What the task requires
Below is a listing; transcribe it exactly but without any images.

··· The records

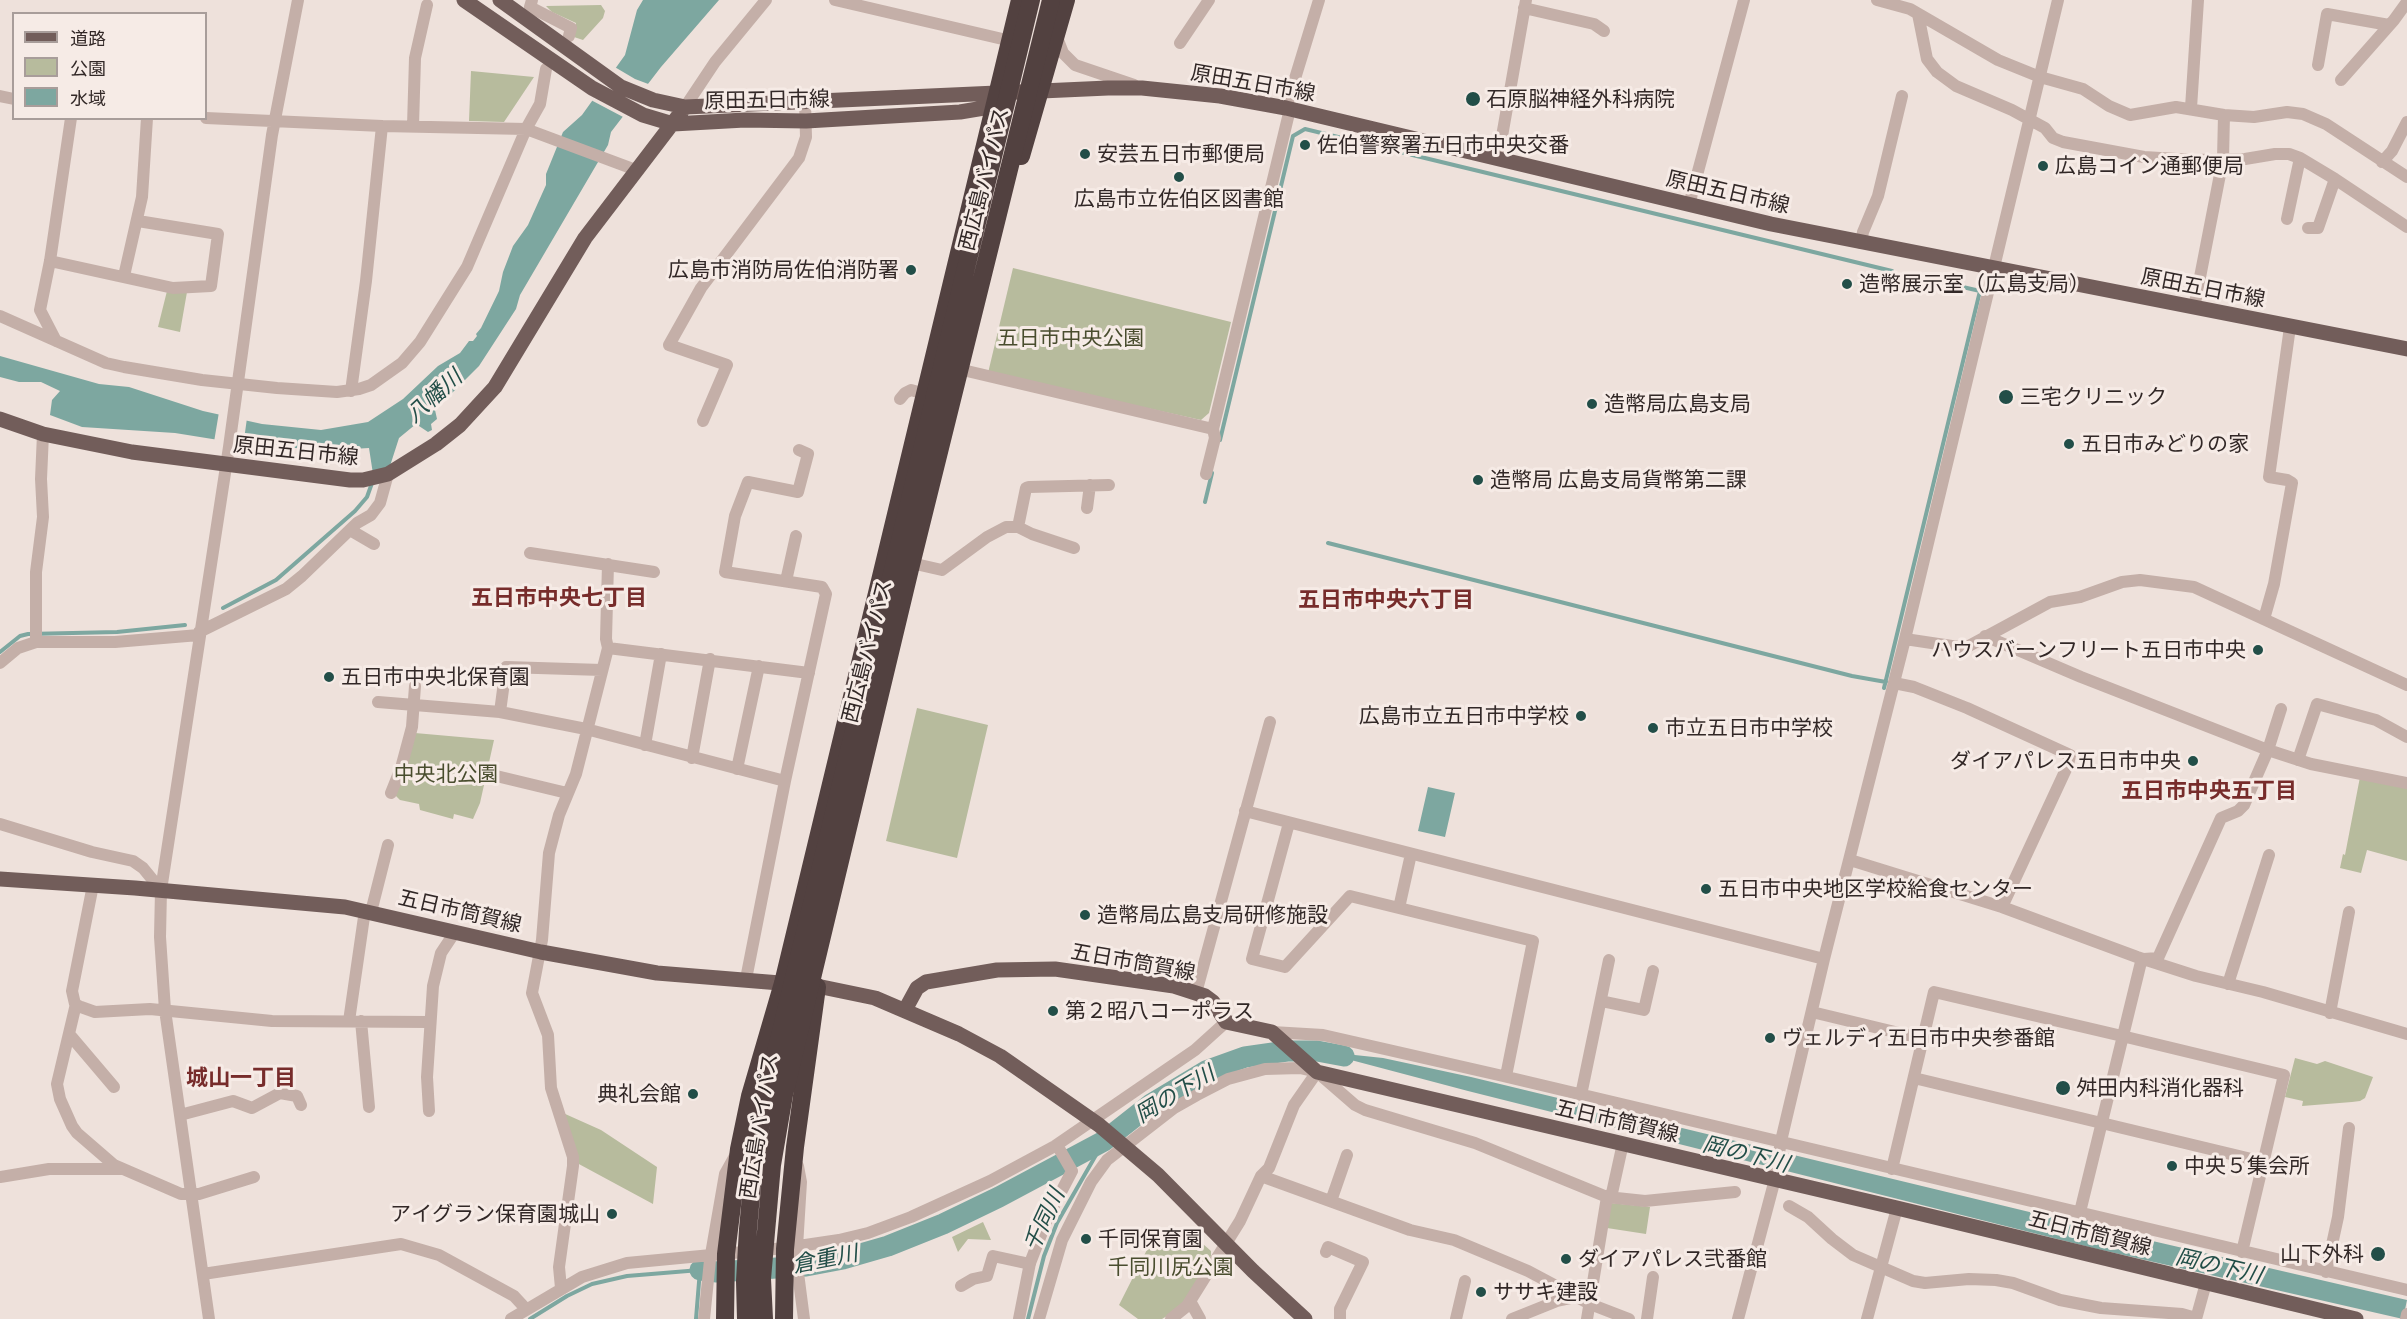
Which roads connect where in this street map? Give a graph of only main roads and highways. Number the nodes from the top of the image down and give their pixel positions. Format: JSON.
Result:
{"nodes":[{"id":1,"x":464,"y":0,"type":"edge"},
{"id":2,"x":1020,"y":0,"type":"edge"},
{"id":3,"x":1031,"y":0,"type":"edge"},
{"id":4,"x":1052,"y":0,"type":"edge"},
{"id":5,"x":1066,"y":0,"type":"edge"},
{"id":6,"x":500,"y":1,"type":"edge"},
{"id":7,"x":1039,"y":92,"type":"junction"},
{"id":8,"x":998,"y":100,"type":"junction"},
{"id":9,"x":685,"y":107,"type":"junction"},
{"id":10,"x":673,"y":124,"type":"junction"},
{"id":11,"x":2407,"y":349,"type":"edge"},
{"id":12,"x":0,"y":419,"type":"edge"},
{"id":13,"x":0,"y":879,"type":"edge"},
{"id":14,"x":783,"y":983,"type":"junction"},
{"id":15,"x":817,"y":986,"type":"junction"},
{"id":16,"x":905,"y":1010,"type":"junction"},
{"id":17,"x":1296,"y":1317,"type":"edge"},
{"id":18,"x":724,"y":1319,"type":"edge"},
{"id":19,"x":746,"y":1319,"type":"edge"},
{"id":20,"x":764,"y":1319,"type":"edge"},
{"id":21,"x":784,"y":1319,"type":"edge"},
{"id":22,"x":2355,"y":1319,"type":"edge"}],
"edges":[{"from":1,"to":10,"type":"main road","name":"原田五日市線"},
{"from":2,"to":8,"type":"highway","name":"西広島バイパス"},
{"from":3,"to":19,"type":"highway","name":"西広島バイパス","bridge":true},
{"from":4,"to":20,"type":"highway","name":"西広島バイパス","bridge":true},
{"from":5,"to":7,"type":"highway","name":"西広島バイパス"},
{"from":6,"to":9,"type":"main road","name":"原田五日市線"},
{"from":7,"to":8,"type":"main road","name":"原田五日市線"},
{"from":7,"to":11,"type":"main road","name":"原田五日市線"},
{"from":7,"to":15,"type":"highway","name":"西広島バイパス"},
{"from":8,"to":9,"type":"main road","name":"原田五日市線"},
{"from":8,"to":10,"type":"main road","name":"原田五日市線"},
{"from":8,"to":14,"type":"highway","name":"西広島バイパス"},
{"from":9,"to":10,"type":"main road","name":"原田五日市線"},
{"from":10,"to":12,"type":"main road","name":"原田五日市線"},
{"from":13,"to":14,"type":"main road","name":"五日市筒賀線"},
{"from":14,"to":15,"type":"main road","name":"五日市筒賀線"},
{"from":14,"to":18,"type":"highway","name":"西広島バイパス"},
{"from":15,"to":16,"type":"main road","name":"五日市筒賀線"},
{"from":15,"to":21,"type":"highway","name":"西広島バイパス"},
{"from":16,"to":17,"type":"main road","name":"五日市筒賀線"},
{"from":16,"to":22,"type":"main road","name":"五日市筒賀線"}]}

······

Solution
Which roads connect where in this street map? Give a graph of only main roads and highways. Number the nodes from the top of the image down and give their pixel positions. Format: JSON.
Result:
{"nodes":[{"id":1,"x":464,"y":0,"type":"edge"},
{"id":2,"x":1020,"y":0,"type":"edge"},
{"id":3,"x":1031,"y":0,"type":"edge"},
{"id":4,"x":1052,"y":0,"type":"edge"},
{"id":5,"x":1066,"y":0,"type":"edge"},
{"id":6,"x":500,"y":1,"type":"edge"},
{"id":7,"x":1039,"y":92,"type":"junction"},
{"id":8,"x":998,"y":100,"type":"junction"},
{"id":9,"x":685,"y":107,"type":"junction"},
{"id":10,"x":673,"y":124,"type":"junction"},
{"id":11,"x":2407,"y":349,"type":"edge"},
{"id":12,"x":0,"y":419,"type":"edge"},
{"id":13,"x":0,"y":879,"type":"edge"},
{"id":14,"x":783,"y":983,"type":"junction"},
{"id":15,"x":817,"y":986,"type":"junction"},
{"id":16,"x":905,"y":1010,"type":"junction"},
{"id":17,"x":1296,"y":1317,"type":"edge"},
{"id":18,"x":724,"y":1319,"type":"edge"},
{"id":19,"x":746,"y":1319,"type":"edge"},
{"id":20,"x":764,"y":1319,"type":"edge"},
{"id":21,"x":784,"y":1319,"type":"edge"},
{"id":22,"x":2355,"y":1319,"type":"edge"}],
"edges":[{"from":1,"to":10,"type":"main road","name":"原田五日市線"},
{"from":2,"to":8,"type":"highway","name":"西広島バイパス"},
{"from":3,"to":19,"type":"highway","name":"西広島バイパス","bridge":true},
{"from":4,"to":20,"type":"highway","name":"西広島バイパス","bridge":true},
{"from":5,"to":7,"type":"highway","name":"西広島バイパス"},
{"from":6,"to":9,"type":"main road","name":"原田五日市線"},
{"from":7,"to":8,"type":"main road","name":"原田五日市線"},
{"from":7,"to":11,"type":"main road","name":"原田五日市線"},
{"from":7,"to":15,"type":"highway","name":"西広島バイパス"},
{"from":8,"to":9,"type":"main road","name":"原田五日市線"},
{"from":8,"to":10,"type":"main road","name":"原田五日市線"},
{"from":8,"to":14,"type":"highway","name":"西広島バイパス"},
{"from":9,"to":10,"type":"main road","name":"原田五日市線"},
{"from":10,"to":12,"type":"main road","name":"原田五日市線"},
{"from":13,"to":14,"type":"main road","name":"五日市筒賀線"},
{"from":14,"to":15,"type":"main road","name":"五日市筒賀線"},
{"from":14,"to":18,"type":"highway","name":"西広島バイパス"},
{"from":15,"to":16,"type":"main road","name":"五日市筒賀線"},
{"from":15,"to":21,"type":"highway","name":"西広島バイパス"},
{"from":16,"to":17,"type":"main road","name":"五日市筒賀線"},
{"from":16,"to":22,"type":"main road","name":"五日市筒賀線"}]}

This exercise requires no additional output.